The mountain was frequented since prehistoric times, as evidenced by numerous rock engravings found in the area; given the site’s commanding position, it is likely that some of these ancient symbols had a magical-religious significance.

Since the Middle Ages, the presence of gneiss and quartzite quarries on Monte Bracco is documented, with these stones widely used for the construction of public and private buildings in the Saluzzese area. In 1511, the Monte Bracco quarries were mentioned by Leonardo da Vinci in a manuscript now preserved in Paris at the National Archives (manuscript B): Monbracho sopra saluzo sopra la certosa un miglio a piè di Monviso a una miniera di pietra faldata la quale e biancha come marmo di carrara senza machule che è della dureza del porfido......

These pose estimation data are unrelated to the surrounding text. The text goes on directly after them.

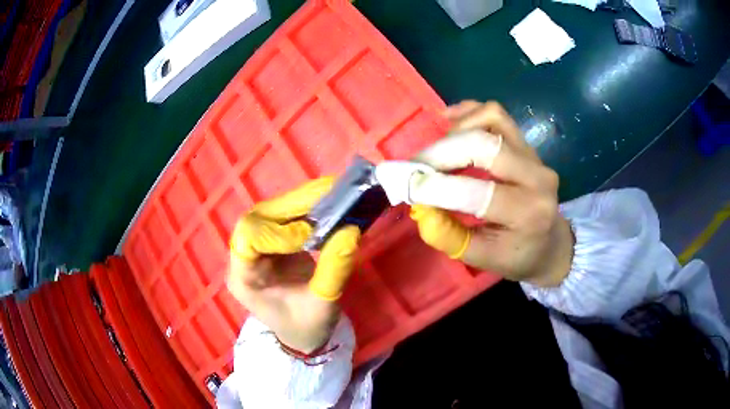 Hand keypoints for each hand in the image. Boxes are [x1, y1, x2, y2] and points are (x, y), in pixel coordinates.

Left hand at [227, 178, 360, 352]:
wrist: (302, 336)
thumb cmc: (307, 327)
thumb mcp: (323, 305)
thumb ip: (334, 268)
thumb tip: (351, 230)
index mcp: (244, 279)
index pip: (248, 239)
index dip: (278, 232)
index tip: (311, 235)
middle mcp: (243, 258)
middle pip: (257, 218)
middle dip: (291, 206)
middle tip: (326, 196)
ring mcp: (255, 249)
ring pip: (270, 212)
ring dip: (299, 202)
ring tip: (329, 193)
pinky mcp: (271, 243)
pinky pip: (282, 217)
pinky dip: (303, 208)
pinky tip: (324, 203)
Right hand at [409, 101, 573, 286]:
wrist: (550, 243)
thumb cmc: (517, 256)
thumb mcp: (483, 259)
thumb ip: (450, 237)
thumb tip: (420, 208)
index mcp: (528, 213)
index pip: (480, 193)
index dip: (438, 188)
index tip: (408, 187)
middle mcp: (537, 177)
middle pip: (485, 145)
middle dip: (442, 152)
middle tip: (417, 166)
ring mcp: (534, 155)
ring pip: (492, 118)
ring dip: (455, 130)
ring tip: (437, 151)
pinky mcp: (527, 143)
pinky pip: (496, 115)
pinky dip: (468, 113)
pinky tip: (449, 122)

From the second half of the 20th century, quarrying of gneiss ceased, while quartzite extraction remains active. The stone extracted, called Bargiolina, is still widely used in Piedmont.

Several notable historical architectural remnants are present on Monte Bracco, including the Balma Boves, a curious rural complex built under a rocky overhang at 652 m in the municipality of Sanfront, and the medieval Convento della Trappa, between Envie and Barge.

== Hiking and mountaineering ==
Monte Bracco is primarily of interest for hiking, with many routes accessible on foot, by mountain bike, or with snowshoes, allowing exploration of its historical and environmental aspects.

Of particular note is the Giro del Bracco, a circular hiking route that encircles the entire massif and covers more than 20 km.

On the slope facing the plain, numerous climbing routes have been established, some of which are considered highly challenging.